MISAFF is back with a great selection of films representing a wide scope of stories from the South Asian diaspora, including homegrown talent and a special spotlight on Bengali language films and a fun live performance treat at our Opening night party. Audiences will also have a chance for an up-close experience at the MISAFF Chat featuring first-time filmmakers speaking about their journey and inspirations. We hope audiences will enjoy the films, celebrate with us, connect with each other, be transformed and make beautiful memories. 

What was the reasoning behind putting the focus on stories of women and familial struggles? 

In today’s context of women’s rights in the media, there are more and more female filmmakers writing and producing than ever before, and this year we are more compelled than ever by their stories and the light of these warrior women who are redefining cinema; stories of intimate partner violence, stories of women and girls who become leaders to save their family and stories that reflect the evolving struggles of women to be accepted regardless of sexual orientation, gender identity, or class. For the South Asian community in particular, these subjects deserve to be illuminated on the screen and to be a source of inspiration and transformation. 

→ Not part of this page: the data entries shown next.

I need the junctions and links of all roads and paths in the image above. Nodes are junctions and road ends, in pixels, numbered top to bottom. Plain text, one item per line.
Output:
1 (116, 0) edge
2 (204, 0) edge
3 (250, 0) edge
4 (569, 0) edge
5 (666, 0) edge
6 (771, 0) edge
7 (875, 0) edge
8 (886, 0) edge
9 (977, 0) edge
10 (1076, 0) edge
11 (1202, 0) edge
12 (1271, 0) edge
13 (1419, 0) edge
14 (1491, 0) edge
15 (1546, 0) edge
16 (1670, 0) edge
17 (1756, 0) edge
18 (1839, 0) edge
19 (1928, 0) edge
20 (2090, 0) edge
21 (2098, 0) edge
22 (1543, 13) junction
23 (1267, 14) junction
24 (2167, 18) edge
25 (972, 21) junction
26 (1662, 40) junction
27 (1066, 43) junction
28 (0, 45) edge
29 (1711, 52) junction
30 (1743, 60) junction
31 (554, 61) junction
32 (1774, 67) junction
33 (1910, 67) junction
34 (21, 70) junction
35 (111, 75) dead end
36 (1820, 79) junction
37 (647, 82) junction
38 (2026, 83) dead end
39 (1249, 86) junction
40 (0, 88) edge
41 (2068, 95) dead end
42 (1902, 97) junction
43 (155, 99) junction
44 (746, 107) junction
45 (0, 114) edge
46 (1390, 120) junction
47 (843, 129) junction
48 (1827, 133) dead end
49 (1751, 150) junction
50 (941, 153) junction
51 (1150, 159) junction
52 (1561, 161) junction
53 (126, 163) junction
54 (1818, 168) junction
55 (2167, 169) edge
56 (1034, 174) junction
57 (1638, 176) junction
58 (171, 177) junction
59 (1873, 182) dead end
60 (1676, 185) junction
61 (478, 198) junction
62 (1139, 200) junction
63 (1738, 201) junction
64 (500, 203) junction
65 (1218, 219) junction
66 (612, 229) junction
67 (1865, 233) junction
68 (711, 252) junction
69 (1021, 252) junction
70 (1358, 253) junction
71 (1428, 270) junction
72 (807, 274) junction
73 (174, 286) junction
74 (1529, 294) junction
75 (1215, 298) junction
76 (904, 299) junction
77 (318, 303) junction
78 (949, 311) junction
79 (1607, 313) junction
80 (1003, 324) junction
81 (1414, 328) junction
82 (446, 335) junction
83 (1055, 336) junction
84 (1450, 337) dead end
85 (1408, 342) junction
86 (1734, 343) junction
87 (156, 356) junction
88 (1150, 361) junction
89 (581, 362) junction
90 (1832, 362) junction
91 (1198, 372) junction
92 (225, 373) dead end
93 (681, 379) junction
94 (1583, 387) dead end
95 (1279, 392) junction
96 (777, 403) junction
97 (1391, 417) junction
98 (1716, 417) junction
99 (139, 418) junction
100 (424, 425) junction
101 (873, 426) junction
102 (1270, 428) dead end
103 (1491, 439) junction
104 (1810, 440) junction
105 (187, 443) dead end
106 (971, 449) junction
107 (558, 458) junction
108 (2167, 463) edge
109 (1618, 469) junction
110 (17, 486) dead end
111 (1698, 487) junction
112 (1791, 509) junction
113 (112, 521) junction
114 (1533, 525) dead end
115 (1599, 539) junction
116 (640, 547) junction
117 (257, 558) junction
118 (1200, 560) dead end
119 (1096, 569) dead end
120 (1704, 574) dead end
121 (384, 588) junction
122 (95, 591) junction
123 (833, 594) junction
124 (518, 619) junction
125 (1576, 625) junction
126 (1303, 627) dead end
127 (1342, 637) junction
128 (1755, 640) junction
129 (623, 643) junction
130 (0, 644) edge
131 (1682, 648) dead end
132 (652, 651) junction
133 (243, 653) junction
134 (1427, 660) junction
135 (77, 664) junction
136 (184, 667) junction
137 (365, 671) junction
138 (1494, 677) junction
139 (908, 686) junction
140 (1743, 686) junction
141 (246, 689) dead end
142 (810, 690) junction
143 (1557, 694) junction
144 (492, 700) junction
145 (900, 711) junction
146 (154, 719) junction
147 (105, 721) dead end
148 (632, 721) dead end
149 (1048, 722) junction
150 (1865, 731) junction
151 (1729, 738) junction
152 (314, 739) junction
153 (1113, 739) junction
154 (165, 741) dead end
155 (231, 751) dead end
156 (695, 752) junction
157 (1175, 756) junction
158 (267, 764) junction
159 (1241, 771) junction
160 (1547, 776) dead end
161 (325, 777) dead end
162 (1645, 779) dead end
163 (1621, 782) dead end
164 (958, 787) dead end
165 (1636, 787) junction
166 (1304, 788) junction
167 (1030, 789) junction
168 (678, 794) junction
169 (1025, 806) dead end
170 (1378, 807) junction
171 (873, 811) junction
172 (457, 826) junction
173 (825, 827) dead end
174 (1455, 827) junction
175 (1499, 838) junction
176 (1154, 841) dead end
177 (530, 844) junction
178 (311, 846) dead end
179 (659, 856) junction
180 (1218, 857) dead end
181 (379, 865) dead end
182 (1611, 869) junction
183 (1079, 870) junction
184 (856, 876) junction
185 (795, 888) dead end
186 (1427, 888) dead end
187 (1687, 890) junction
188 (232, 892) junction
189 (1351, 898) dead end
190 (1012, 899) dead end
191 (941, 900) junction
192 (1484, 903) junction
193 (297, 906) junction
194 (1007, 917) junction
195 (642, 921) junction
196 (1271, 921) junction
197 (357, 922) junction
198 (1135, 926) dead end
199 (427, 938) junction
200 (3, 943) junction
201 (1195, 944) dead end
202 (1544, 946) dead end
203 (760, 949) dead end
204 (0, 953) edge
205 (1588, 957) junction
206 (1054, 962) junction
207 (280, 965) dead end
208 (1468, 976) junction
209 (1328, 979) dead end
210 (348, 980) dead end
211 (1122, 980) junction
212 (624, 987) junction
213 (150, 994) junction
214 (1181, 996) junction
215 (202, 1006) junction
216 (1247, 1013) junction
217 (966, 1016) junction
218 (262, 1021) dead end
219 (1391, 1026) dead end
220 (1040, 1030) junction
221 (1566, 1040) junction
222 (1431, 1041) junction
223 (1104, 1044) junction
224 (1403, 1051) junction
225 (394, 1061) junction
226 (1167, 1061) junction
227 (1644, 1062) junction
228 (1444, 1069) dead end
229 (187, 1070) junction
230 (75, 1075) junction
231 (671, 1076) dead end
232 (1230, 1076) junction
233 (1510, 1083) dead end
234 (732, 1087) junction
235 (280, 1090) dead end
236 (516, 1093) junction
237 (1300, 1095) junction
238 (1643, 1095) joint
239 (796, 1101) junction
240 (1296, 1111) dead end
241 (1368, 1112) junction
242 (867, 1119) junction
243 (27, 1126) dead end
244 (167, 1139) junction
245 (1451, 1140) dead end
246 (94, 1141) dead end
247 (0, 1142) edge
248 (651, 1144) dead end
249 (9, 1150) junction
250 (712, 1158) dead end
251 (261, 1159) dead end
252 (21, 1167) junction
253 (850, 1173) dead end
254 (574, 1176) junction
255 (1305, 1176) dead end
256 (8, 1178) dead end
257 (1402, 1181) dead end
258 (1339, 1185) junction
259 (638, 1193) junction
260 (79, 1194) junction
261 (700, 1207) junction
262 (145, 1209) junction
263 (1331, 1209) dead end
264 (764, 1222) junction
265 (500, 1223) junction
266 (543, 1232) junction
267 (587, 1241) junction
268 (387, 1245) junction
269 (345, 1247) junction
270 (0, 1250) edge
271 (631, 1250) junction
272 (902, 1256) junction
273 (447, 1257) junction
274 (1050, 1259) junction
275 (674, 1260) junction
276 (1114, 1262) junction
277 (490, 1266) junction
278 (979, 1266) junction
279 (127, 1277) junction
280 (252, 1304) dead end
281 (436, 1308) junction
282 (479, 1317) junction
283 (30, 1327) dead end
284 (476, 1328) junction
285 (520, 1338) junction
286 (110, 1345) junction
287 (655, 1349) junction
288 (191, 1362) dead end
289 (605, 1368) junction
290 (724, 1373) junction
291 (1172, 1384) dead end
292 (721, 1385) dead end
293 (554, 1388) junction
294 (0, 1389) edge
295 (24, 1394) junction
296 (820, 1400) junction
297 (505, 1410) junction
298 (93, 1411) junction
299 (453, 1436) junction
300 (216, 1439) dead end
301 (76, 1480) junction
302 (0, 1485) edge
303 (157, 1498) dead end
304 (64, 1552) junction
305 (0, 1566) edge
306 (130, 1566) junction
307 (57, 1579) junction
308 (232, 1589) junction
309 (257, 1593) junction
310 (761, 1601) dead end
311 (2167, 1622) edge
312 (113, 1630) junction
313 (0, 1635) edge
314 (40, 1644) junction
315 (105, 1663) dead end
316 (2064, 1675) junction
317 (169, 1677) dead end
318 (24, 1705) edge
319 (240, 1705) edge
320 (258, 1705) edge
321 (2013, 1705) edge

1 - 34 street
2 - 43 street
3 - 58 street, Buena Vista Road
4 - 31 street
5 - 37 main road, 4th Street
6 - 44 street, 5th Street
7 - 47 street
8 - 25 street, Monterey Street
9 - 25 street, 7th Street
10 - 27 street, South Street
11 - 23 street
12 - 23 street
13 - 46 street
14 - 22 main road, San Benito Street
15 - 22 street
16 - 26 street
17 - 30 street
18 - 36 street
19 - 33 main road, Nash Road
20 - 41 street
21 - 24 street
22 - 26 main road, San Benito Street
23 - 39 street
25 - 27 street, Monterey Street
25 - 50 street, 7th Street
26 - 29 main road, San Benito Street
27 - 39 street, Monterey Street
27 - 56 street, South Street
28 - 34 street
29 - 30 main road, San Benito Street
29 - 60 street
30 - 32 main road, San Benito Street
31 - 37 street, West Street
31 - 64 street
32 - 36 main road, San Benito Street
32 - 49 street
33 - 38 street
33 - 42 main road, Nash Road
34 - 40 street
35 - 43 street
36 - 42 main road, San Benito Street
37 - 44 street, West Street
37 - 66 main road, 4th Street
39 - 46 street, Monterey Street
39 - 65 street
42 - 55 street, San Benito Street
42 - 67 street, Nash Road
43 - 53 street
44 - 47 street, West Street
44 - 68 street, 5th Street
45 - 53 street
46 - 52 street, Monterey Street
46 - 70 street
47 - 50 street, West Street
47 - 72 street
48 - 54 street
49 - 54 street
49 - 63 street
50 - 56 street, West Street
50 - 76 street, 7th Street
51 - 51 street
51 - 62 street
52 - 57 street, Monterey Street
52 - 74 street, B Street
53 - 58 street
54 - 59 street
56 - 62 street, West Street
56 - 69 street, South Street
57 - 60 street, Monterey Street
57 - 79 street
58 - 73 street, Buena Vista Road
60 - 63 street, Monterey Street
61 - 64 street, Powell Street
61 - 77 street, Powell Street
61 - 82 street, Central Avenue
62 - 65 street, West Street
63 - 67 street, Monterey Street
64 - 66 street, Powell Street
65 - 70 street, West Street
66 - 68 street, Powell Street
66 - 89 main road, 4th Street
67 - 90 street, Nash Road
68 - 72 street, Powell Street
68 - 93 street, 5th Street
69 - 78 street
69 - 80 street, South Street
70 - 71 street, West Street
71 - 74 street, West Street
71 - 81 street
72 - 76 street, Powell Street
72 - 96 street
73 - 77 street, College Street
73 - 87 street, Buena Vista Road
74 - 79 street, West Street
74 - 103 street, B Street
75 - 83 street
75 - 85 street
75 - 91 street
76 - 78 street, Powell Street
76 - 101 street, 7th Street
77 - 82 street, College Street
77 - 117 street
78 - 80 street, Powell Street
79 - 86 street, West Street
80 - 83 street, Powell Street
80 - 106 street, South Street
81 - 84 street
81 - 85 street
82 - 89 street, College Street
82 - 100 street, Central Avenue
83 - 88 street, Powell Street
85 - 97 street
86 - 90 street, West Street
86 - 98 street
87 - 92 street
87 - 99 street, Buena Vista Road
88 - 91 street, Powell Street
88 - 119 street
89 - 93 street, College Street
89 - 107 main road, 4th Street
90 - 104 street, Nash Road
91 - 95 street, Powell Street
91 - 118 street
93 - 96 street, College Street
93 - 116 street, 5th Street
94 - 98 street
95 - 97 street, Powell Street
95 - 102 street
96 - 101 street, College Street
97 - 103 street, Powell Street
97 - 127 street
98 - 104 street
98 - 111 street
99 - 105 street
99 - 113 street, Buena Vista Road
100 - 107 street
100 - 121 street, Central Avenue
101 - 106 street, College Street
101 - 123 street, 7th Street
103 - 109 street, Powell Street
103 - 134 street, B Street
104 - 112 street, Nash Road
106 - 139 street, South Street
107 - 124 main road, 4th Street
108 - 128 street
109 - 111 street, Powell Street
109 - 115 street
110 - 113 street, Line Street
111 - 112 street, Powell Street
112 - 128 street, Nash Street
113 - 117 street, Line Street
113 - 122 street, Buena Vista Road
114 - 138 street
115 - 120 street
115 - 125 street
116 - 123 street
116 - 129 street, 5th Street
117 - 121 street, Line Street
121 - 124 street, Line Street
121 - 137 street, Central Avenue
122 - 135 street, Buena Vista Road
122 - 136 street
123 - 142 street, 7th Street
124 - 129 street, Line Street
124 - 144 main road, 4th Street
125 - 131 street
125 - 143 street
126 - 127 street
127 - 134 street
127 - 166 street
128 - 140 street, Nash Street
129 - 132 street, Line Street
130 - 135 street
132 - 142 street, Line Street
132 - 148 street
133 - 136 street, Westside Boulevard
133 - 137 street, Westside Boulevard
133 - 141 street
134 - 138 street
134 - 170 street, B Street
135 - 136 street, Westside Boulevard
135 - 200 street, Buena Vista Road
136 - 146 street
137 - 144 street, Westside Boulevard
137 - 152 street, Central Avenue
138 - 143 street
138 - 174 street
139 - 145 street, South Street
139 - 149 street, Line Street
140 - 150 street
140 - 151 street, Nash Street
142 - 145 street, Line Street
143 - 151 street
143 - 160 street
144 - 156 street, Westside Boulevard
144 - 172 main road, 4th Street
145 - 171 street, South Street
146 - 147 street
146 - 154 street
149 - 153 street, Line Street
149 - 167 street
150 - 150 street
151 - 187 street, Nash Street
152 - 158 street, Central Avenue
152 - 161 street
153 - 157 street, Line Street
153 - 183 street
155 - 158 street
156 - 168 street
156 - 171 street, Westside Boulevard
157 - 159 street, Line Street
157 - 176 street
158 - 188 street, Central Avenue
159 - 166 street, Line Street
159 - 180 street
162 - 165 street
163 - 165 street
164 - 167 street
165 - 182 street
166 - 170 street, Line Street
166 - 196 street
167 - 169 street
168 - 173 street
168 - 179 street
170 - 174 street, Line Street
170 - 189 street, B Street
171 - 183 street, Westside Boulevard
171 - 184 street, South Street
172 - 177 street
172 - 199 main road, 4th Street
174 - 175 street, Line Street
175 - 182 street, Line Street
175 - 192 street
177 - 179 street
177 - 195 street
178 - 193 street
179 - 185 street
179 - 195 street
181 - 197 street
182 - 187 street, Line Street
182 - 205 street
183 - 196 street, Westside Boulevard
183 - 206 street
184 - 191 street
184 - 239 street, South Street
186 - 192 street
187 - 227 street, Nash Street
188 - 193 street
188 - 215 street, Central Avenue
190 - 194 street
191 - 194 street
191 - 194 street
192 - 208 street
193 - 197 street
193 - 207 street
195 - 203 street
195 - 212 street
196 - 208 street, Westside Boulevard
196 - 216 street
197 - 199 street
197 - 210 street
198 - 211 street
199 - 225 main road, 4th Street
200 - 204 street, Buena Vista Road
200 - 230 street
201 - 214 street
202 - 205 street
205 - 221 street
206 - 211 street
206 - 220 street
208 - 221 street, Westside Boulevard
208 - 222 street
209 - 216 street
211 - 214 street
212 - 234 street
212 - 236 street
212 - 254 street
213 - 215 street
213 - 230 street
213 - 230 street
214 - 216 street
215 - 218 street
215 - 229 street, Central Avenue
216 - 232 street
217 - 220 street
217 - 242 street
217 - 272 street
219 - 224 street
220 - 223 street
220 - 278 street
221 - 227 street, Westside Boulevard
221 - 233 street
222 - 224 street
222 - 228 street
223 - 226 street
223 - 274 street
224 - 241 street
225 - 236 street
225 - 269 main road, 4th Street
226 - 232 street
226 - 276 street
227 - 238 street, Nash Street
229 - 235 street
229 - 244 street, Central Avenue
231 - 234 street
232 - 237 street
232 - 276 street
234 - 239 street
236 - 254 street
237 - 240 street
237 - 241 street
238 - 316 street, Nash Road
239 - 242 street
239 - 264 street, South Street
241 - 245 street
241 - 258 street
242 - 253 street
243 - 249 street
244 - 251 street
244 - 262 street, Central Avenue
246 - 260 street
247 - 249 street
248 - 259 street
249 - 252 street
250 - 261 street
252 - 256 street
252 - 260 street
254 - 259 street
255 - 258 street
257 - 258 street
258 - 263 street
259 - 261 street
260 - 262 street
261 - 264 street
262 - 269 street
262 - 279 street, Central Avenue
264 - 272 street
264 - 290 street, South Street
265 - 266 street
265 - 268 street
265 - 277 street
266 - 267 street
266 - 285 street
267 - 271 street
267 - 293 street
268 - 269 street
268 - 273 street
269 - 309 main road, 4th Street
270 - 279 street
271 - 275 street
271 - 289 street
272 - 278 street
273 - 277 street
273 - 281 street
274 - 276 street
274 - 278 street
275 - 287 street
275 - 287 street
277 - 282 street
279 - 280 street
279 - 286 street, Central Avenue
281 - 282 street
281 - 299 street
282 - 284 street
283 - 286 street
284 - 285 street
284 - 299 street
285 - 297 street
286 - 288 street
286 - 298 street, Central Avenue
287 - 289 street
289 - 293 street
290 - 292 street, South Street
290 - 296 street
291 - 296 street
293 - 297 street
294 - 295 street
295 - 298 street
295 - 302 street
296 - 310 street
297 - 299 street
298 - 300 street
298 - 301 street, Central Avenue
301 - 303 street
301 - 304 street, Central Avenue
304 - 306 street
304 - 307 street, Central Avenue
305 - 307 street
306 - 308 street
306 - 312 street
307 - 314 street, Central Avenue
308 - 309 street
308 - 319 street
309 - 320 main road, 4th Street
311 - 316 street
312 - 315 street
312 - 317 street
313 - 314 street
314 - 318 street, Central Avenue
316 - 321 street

Is there a particular film or filmmaker that stands out to you or impacted you the most? 

I usually enjoy all the films in our lineup, but for me Untying the Knot by first-time Canadian filmmaker Zana Shammi, The 410, written/produced and starring Canadian starlight Supinder Wraich, and SA by Arijit Singh really had an impact on me this year, as these reflect stories of empowerment and courage in the face of adversity. I am also thrilled by Bangla, our Opening Night film, which was made by twenty-three-year-old filmmaker Pahiam Bhuyian, who directs and stars in his first feature film representing the Bengali diaspora in Italy! 

Is there a philosophy or credo that is helping to guide you at the moment? 

Courageous cinema brings us all together and we need this more than ever at a time in world where dissonance and social inequity is on the rise. Keeping creative inspiration and culture alive matters.